• _Description of the task_: Copy out, from the entries below, each line holding the string "სარგის".

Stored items
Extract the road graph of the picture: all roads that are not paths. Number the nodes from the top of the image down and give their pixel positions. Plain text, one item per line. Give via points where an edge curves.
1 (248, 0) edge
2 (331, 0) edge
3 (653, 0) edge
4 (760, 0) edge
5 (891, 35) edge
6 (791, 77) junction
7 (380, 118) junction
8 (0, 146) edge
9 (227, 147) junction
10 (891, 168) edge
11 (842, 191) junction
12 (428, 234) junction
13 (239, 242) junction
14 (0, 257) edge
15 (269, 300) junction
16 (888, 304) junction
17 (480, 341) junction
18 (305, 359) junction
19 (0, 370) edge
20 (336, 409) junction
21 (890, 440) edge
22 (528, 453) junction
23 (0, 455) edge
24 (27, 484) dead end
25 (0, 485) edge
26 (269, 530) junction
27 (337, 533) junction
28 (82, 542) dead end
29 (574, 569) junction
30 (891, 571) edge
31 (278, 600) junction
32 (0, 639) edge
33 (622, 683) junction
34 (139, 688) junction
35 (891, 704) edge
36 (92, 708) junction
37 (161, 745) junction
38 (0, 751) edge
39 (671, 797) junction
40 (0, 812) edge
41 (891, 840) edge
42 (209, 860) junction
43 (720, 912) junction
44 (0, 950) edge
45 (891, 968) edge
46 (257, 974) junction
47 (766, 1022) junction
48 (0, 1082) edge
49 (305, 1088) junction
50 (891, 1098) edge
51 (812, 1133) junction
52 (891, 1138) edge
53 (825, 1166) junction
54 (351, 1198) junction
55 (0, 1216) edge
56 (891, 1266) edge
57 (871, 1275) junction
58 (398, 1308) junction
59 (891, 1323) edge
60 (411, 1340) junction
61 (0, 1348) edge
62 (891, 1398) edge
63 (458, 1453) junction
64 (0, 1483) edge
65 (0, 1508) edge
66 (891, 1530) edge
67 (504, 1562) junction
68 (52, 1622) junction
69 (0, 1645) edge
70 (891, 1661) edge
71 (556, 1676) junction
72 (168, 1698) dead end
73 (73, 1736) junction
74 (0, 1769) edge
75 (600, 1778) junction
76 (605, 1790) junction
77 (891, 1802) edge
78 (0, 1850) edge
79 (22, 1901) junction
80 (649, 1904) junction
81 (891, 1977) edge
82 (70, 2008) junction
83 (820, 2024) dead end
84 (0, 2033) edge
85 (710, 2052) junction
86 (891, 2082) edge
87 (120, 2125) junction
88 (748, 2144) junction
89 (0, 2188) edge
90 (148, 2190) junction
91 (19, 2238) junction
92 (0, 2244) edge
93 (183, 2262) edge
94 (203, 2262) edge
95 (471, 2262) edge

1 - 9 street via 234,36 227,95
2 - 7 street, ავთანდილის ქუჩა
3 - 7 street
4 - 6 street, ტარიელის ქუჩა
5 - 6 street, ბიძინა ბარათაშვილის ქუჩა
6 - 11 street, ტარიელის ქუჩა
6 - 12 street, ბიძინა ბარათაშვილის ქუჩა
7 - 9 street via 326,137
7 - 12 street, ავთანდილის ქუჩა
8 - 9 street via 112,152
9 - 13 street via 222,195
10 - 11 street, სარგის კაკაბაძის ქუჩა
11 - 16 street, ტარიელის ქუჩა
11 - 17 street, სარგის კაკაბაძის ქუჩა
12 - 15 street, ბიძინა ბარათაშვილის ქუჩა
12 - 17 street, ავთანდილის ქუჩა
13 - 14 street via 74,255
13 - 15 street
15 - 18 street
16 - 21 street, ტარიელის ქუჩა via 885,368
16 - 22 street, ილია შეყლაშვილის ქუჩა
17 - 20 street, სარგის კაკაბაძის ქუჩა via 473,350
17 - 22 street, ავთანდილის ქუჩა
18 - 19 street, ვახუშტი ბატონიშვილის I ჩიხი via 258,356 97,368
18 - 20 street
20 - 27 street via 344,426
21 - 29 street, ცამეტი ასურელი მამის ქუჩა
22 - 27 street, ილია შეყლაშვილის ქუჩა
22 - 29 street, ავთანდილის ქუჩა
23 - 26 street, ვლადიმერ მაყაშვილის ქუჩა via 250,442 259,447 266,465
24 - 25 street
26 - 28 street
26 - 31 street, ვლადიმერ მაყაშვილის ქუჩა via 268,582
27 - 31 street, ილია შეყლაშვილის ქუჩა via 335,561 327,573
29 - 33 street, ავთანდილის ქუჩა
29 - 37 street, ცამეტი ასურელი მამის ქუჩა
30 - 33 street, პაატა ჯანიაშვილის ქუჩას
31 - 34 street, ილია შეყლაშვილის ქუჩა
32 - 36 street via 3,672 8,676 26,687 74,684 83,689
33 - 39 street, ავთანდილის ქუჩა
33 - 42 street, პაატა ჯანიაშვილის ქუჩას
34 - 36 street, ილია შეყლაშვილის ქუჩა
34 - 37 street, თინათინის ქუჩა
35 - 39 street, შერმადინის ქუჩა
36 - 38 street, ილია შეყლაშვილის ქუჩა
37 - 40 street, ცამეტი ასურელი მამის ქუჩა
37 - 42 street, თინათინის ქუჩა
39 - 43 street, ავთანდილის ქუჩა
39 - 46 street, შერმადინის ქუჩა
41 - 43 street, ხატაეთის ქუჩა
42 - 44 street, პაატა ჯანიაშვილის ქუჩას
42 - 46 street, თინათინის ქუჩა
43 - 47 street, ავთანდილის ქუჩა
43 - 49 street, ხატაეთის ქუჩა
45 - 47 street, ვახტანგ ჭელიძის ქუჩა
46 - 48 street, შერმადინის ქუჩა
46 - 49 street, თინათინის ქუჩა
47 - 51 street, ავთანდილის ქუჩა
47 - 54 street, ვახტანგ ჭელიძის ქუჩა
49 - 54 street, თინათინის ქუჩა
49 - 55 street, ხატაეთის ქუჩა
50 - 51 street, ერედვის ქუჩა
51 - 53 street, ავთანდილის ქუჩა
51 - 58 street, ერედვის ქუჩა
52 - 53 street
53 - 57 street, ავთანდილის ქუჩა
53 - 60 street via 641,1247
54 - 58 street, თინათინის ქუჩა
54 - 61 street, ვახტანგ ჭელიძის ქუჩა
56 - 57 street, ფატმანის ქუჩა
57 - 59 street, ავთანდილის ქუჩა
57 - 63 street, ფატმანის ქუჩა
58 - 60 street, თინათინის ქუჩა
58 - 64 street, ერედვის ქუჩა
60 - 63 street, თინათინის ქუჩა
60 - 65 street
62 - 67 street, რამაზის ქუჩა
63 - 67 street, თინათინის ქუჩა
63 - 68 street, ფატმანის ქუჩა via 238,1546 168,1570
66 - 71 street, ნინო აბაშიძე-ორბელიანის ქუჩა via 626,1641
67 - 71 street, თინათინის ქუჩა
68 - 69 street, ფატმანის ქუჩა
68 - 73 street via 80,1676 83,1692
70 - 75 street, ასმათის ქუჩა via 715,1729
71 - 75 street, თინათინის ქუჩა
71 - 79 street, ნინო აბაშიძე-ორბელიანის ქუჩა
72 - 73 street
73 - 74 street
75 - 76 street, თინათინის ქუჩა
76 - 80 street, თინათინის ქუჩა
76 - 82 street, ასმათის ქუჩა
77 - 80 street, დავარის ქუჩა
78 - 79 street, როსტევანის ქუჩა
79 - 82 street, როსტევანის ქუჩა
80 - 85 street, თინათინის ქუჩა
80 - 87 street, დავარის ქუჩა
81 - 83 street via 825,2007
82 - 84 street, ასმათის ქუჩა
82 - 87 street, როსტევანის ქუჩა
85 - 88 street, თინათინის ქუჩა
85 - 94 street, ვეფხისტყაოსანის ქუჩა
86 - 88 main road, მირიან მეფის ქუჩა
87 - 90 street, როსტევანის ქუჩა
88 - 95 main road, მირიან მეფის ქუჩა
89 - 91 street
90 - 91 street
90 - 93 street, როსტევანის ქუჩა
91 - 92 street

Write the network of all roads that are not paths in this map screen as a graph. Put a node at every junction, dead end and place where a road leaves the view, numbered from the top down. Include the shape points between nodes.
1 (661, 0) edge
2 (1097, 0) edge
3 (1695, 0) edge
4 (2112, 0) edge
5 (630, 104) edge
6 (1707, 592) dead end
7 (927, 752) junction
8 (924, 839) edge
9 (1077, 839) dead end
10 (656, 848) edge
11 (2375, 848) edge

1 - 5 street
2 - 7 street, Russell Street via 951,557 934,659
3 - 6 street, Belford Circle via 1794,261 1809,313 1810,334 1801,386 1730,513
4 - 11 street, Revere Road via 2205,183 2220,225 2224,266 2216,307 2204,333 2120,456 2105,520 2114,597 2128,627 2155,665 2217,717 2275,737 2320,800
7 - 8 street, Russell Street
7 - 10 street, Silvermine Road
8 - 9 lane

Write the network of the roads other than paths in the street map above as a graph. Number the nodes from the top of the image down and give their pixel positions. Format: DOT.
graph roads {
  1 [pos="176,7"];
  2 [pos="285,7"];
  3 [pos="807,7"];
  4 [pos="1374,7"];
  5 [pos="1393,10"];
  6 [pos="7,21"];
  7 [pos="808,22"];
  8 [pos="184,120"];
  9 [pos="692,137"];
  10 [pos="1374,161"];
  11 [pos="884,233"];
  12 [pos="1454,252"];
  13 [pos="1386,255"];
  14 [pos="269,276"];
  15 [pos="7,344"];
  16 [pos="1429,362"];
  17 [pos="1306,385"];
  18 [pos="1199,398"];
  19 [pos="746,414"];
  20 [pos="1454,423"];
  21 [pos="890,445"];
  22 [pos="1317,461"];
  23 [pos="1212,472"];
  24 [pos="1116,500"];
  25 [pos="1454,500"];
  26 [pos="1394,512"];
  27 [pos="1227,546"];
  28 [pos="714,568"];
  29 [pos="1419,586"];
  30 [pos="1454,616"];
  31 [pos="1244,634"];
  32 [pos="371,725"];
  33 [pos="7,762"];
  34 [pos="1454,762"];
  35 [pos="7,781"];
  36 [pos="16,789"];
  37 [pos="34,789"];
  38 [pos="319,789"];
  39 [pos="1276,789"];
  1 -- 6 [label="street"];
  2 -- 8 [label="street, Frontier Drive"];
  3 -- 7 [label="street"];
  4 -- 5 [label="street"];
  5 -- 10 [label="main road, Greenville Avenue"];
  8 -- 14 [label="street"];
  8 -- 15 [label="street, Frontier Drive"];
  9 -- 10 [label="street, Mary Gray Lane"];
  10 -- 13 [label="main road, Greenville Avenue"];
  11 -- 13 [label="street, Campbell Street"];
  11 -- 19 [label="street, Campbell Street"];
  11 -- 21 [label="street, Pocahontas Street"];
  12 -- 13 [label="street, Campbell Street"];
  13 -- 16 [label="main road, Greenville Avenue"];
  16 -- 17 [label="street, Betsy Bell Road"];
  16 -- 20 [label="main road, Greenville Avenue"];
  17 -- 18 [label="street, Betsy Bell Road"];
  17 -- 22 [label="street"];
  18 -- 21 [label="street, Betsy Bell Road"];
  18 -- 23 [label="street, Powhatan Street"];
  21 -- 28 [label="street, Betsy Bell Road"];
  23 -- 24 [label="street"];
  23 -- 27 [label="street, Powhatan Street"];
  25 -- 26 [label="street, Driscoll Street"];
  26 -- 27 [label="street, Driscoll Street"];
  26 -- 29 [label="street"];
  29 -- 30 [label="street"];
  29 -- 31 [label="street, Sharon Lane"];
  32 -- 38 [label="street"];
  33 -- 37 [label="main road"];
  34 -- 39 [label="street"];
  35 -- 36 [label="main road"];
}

• _Your response_:
10 - 11 street, სარგის კაკაბაძის ქუჩა
11 - 17 street, სარგის კაკაბაძის ქუჩა
17 - 20 street, სარგის კაკაბაძის ქუჩა via 473,350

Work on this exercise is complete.